▸ Work task: Please find every line below that includes "graph" and report how many there are. Nothing else is needed.
[[ Study material, beginning ]]
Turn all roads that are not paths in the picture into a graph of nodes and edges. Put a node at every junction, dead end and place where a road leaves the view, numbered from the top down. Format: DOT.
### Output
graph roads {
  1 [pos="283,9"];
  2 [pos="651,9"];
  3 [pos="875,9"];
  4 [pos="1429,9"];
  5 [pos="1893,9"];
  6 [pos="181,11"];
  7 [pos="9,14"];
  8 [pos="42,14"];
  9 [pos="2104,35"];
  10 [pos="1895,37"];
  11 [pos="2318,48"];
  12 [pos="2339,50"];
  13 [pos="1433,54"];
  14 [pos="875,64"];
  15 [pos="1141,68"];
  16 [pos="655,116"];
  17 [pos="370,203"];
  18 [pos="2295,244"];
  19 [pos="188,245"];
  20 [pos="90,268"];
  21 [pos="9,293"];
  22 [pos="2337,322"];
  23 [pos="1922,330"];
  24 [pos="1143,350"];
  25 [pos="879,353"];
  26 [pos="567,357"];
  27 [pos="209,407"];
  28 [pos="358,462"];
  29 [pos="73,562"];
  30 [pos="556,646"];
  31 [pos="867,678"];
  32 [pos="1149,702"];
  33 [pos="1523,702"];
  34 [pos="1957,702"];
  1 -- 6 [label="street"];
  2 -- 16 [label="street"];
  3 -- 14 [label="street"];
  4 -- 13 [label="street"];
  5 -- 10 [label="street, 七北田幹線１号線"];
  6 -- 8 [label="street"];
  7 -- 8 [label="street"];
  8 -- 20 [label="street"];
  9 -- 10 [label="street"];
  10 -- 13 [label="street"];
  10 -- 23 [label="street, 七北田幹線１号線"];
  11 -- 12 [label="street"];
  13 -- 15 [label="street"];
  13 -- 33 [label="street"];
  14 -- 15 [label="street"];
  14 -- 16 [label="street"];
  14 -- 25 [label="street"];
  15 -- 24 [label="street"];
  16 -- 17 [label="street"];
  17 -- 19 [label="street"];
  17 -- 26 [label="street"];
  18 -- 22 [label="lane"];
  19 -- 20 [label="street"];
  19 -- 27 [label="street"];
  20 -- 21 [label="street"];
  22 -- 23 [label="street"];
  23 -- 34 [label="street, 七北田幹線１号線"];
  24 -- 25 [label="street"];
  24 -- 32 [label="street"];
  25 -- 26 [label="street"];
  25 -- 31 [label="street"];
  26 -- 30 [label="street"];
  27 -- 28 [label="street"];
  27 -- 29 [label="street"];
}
[[ Study material, end ]]
▸ Task answer: 2